§ Brief: Look in the material below for the line holding "gsave x y translate w h scale". Set it down exactly, with each later line up to and including the line holding "0 2051 translate 1 -1 scale".

§ Supplied data:
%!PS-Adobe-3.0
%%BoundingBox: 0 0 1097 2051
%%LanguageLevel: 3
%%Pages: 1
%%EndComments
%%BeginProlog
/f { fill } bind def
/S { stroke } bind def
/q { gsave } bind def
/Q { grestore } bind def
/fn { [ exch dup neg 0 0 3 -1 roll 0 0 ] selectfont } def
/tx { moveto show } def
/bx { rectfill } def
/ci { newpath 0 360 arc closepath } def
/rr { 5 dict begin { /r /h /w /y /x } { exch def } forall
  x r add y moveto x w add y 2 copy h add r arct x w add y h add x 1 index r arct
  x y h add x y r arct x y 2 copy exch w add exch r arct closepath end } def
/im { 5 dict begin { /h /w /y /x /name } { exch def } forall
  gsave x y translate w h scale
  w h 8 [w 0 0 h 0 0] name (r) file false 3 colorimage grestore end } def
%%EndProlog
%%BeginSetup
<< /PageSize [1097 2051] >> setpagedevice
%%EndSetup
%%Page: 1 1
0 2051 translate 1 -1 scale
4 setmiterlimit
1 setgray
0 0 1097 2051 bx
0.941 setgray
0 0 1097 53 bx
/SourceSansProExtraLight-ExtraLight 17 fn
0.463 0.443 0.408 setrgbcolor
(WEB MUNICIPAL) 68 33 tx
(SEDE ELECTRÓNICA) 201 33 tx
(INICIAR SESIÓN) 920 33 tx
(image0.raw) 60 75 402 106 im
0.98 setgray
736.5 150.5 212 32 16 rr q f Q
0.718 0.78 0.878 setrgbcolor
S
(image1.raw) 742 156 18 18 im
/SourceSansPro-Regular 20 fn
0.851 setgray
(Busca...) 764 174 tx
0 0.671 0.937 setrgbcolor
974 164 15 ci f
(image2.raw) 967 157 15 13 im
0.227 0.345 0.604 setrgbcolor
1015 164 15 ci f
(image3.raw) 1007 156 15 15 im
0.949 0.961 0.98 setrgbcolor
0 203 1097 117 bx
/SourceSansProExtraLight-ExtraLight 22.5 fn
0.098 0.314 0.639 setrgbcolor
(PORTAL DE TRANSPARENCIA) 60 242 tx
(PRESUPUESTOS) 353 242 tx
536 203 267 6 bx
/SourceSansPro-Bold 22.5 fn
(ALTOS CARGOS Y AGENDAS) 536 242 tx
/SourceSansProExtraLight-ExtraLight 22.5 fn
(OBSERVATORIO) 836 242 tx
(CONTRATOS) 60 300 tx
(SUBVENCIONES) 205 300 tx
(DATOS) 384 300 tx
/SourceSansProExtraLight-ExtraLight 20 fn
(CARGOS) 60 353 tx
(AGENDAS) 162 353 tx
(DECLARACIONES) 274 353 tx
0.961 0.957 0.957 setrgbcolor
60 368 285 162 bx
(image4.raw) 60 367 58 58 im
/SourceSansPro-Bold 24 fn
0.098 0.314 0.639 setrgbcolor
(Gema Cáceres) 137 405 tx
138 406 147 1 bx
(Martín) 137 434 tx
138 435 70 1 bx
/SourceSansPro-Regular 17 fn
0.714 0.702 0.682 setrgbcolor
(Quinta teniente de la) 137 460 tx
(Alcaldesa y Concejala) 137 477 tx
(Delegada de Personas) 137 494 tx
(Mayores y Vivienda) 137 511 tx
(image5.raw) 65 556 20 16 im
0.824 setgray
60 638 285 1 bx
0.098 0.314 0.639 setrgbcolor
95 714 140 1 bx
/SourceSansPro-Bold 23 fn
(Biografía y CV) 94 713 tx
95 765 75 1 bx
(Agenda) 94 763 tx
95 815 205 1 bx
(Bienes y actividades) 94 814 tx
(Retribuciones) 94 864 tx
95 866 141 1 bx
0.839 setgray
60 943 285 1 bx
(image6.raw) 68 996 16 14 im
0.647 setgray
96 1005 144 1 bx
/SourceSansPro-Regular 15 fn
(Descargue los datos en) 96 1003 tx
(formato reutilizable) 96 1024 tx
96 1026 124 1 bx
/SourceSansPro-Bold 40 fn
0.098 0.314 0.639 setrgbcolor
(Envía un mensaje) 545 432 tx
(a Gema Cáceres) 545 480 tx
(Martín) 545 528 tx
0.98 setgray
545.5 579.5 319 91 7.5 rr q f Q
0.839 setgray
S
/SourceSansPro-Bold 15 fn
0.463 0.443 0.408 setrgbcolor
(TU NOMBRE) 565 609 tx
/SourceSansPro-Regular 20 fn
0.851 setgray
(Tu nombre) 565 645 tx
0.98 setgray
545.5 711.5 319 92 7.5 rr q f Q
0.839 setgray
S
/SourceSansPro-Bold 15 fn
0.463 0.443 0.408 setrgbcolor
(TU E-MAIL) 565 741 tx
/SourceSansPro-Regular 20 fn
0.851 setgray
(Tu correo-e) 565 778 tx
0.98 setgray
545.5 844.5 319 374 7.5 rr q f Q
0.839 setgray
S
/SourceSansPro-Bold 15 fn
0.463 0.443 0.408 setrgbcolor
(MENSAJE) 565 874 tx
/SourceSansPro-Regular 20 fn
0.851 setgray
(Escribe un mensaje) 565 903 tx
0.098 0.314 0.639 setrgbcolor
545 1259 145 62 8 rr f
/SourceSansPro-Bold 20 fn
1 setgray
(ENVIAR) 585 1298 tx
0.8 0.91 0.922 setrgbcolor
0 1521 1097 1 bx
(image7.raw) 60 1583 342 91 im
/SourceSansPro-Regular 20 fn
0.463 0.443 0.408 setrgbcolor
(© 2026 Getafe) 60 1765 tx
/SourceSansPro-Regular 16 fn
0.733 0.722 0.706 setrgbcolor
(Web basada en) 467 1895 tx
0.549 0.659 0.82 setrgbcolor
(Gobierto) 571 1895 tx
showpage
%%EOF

---

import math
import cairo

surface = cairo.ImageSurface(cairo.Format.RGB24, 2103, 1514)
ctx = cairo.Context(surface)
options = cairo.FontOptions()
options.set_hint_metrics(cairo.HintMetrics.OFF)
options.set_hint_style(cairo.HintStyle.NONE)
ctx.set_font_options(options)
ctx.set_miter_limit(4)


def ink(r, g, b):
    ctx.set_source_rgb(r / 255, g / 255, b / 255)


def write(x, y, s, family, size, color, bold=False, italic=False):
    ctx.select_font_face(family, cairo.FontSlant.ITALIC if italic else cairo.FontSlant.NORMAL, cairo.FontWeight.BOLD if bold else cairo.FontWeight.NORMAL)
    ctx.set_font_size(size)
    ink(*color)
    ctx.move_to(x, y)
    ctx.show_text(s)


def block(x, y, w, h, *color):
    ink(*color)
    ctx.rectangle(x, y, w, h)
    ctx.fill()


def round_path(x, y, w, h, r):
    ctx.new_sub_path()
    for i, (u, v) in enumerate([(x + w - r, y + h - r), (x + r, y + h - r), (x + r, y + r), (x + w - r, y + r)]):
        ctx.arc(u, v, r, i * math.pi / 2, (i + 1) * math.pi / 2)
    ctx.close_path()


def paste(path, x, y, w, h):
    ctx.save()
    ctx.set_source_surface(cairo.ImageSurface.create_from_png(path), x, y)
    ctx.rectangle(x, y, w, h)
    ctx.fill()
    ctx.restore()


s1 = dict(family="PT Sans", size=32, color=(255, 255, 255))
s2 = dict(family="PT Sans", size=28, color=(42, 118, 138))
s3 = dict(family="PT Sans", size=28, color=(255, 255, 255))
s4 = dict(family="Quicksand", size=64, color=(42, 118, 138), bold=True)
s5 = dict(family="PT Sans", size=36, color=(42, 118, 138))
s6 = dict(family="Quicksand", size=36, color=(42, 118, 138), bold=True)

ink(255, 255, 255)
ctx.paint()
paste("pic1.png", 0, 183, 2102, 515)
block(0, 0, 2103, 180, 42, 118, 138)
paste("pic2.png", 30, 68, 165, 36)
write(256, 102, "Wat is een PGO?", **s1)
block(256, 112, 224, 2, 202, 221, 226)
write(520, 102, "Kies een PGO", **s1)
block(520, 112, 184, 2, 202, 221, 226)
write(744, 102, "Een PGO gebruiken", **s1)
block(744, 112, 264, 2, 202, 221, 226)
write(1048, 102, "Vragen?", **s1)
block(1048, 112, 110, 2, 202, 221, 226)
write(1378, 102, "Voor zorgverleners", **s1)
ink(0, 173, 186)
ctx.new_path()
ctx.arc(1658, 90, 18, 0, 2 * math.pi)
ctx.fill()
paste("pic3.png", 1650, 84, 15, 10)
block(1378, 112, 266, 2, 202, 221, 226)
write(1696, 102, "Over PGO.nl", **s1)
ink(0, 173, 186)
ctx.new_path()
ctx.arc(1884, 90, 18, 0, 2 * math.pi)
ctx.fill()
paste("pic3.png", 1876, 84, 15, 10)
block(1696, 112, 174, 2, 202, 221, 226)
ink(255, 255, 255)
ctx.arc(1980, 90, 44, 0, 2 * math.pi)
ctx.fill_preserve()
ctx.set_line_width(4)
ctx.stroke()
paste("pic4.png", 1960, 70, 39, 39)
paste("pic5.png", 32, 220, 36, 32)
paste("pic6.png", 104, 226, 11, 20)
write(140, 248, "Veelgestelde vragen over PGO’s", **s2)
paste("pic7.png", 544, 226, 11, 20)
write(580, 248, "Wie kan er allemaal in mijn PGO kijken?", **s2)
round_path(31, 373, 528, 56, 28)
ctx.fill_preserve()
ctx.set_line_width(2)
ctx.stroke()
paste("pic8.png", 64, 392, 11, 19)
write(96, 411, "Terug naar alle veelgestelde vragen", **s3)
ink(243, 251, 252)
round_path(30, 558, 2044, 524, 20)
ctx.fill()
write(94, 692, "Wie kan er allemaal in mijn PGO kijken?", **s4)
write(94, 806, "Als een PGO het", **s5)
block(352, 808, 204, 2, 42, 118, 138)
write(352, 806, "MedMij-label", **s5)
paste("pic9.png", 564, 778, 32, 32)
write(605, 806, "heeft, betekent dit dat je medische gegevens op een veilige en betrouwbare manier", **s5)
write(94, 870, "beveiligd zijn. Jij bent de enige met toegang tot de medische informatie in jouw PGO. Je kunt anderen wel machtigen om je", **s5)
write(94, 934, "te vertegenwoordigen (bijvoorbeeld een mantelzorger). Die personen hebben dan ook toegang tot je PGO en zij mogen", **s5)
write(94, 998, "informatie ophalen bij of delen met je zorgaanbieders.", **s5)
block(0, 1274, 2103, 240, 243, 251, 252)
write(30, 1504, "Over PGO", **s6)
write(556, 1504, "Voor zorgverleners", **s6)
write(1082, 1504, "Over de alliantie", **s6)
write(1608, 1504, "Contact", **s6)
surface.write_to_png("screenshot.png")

§ Problem solution:
  gsave x y translate w h scale
  w h 8 [w 0 0 h 0 0] name (r) file false 3 colorimage grestore end } def
%%EndProlog
%%BeginSetup
<< /PageSize [1097 2051] >> setpagedevice
%%EndSetup
%%Page: 1 1
0 2051 translate 1 -1 scale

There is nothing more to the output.